Part of Provenchères-et-Colroy in Grand Est, France
Provenchères-sur-Fave (French pronunciation: [pʁɔvɑ̃ʃɛʁ syʁ fav] ⓘ, literally Provenchères on Fave) is a former commune in the Vosges department in northeastern France. On 1 January 2016, it was merged into the new commune Provenchères-et-Colroy.[2] Inhabitants are called Provenchérois. Provenchères-sur-Fave should not be confused with Provenchères-lès-Darney in the same department.
Geography
The population of the commune is divided between the village of Provenchères and surrounding hamlets such as Brafosse. As its name indicates, the commune is positioned beside the river Fave, on its left bank. The Fave is a tributary of the Meurthe.

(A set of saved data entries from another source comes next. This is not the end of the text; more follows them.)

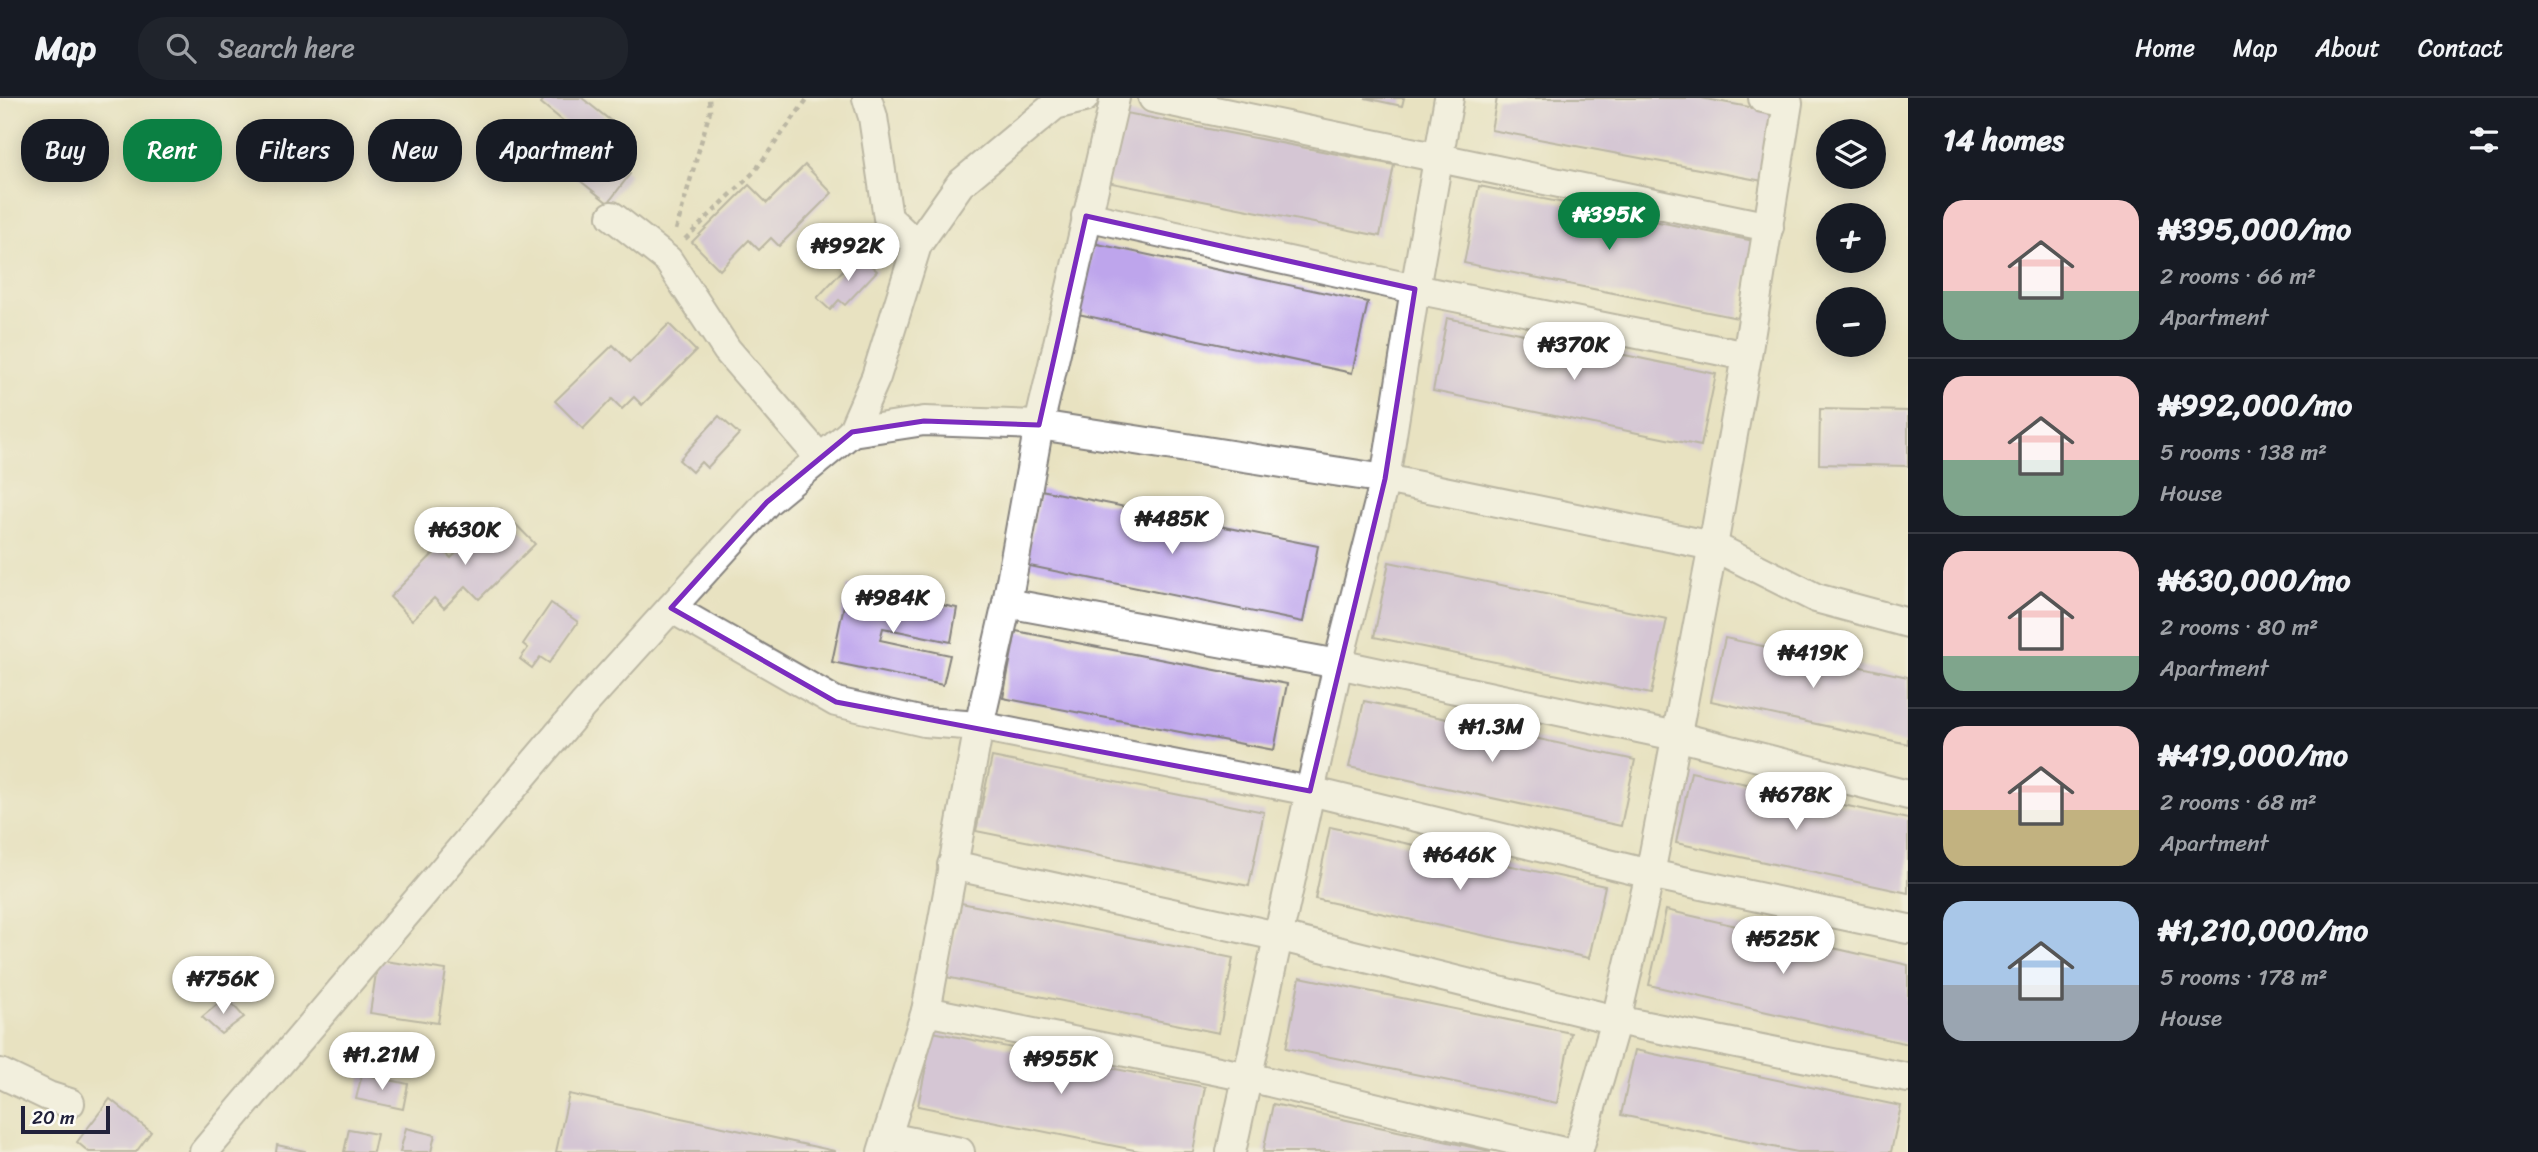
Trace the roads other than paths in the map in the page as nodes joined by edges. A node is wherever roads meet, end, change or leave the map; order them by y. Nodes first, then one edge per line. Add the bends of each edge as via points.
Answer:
1 (867, 98) edge
2 (1084, 98) edge
3 (1115, 98) edge
4 (1153, 98) edge
5 (1449, 98) edge
6 (1763, 98) edge
7 (1439, 156) junction
8 (612, 216) dead end
9 (1086, 216) junction
10 (1769, 227) junction
11 (917, 245) junction
12 (1415, 289) junction
13 (1747, 356) junction
14 (1039, 425) junction
15 (852, 432) junction
16 (820, 458) junction
17 (1385, 479) junction
18 (1713, 546) junction
19 (1007, 603) junction
20 (671, 608) junction
21 (1908, 622) edge
22 (1338, 664) junction
23 (979, 726) junction
24 (1676, 736) junction
25 (1310, 791) junction
26 (1908, 795) edge
27 (952, 865) junction
28 (1650, 874) junction
29 (1908, 929) edge
30 (1277, 936) junction
31 (926, 1011) junction
32 (1616, 1020) junction
33 (0, 1073) edge
34 (1248, 1077) junction
35 (1908, 1078) edge
36 (70, 1103) dead end
37 (885, 1144) edge
38 (204, 1152) edge
39 (960, 1152) edge
40 (1231, 1152) edge
41 (1564, 1152) edge
42 (1578, 1152) edge

1 - 11 street via 888,218
2 - 11 street via 1055,104 960,184
3 - 9 street
4 - 7 street
5 - 7 street
6 - 10 street via 1788,103
7 - 10 street
7 - 12 street
8 - 16 street via 668,260 727,350
9 - 12 street
9 - 14 street
10 - 13 street
11 - 15 street via 876,377
12 - 13 street
12 - 17 street
13 - 18 street
14 - 15 street via 924,421
14 - 17 street
14 - 19 street
15 - 16 street
16 - 20 street via 767,502
17 - 18 street
17 - 22 street
18 - 21 street via 1816,598
18 - 24 street
19 - 22 street
19 - 23 street
20 - 23 street via 836,702 924,722
20 - 38 street
22 - 24 street
22 - 25 street
23 - 25 street
23 - 27 street
24 - 26 street
24 - 28 street
25 - 28 street
25 - 30 street
27 - 30 street
27 - 31 street
28 - 29 street
28 - 32 street
30 - 32 street
30 - 34 street
31 - 34 street
31 - 37 street
32 - 35 street
32 - 42 street
33 - 36 street
34 - 40 street
34 - 41 street
37 - 39 street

Provenchères-sur-Fave is on the western side of the Vosges Mountains. On the horizon the neighbouring conifer dressed hills of triassic sandstone stand out clearly: to the west the Ormont Mountain has its peak, at 900 meters, well clear of the tree line. The Spitzemberg at just 640 meters which at one time hosted an observation fortress dominates the valley: further along the same range are the isolated Voyemont (793 meters) and the high plateau of Climont (965 meters) towards the north-east. Nevertheless, within the territory of the commune itself stretched between the Fave Valley and the foot of the Spitzemberg, the altitude rises only to 651 meters, above the hamlet of Truches, and near to the old road connecting with the Grande Fosse pilgrimage route.
The village is crossed by the national road RN 420 which connects it with Saint-Dié some 16 kilometres (10 mi) to the southeast and, via a not particularly direct crossing of the Vosges Mountains, Strasbourg to the north-east. The western access point to the recently reopened Tunnel Maurice-Lemaire through the mountains towards Sélestat is some 7 kilometres (4 mi) to the south-east.
The commune is fully within the Ballons des Vosges Nature Park.
The name
Provenchères-sur-Fave may be identified with "Pervincaria", mentioned in rough Latin notes from the thirteenth century. Subsequent names include Provencheriae, Provenchères and, in the nineteenth century, Provenchères-en-Vosges.
History
Seventeenth century wars including, most destructively, the Thirty Years' War and the invasions of France's allies, the Swedes, led to hunger and plague. The early decades of the century also seem to have seen an above average level of poor harvests caused by bad weather: in Provenchères recorded deaths greatly outnumbered recorded births during the middle decades of the century, and there is also evidence of people simply moving away from the devastated region. Around 1660 the parish of Provenchères numbered sixty families, most of them much impoverished. By 1700, however, there were approximately 180 taxable homesteads, indicating significant recovery from the depopulation that characterised the middle part of the seventeenth century, and by the 1760s the population had probably risen to between 800 and 900. It is fair to point out that these population trends echoed the experience of many towns and villages in Lorraine between 1618 and he region's eventual formal incorporation into France when the last duke died in 1766.
During the nineteenth century, until 1870, Provenchères-en-Vosges, was one of the many communes in the Canton of Saales. The annexation by Germany of Alsace and a large chunk of Lorraine left the Canton of Saales arbitrarily split down the line of a mountain ridge. Separated from Saales, Provenchères-en-Vosges found itself promoted to the status of an administrative centre of its own commune. Frontier town status seems to have benefited the local economy. Ten years later, in 1881, the name of the town was changed to Provenchères-sur-Fave. In 1919, in the aftermath of another war, France recovered Alsace-Lorraine, but there was no appetite to recreate the departmental boundaries as they had been before 1870. The Canton of Saales and the Canton of Provenchères-sur-Fave retained their separate identities, and it is for these historical reasons that until 2015 Provenchères-sur-Fave remained the administrative centre of one of the smallest cantons in France.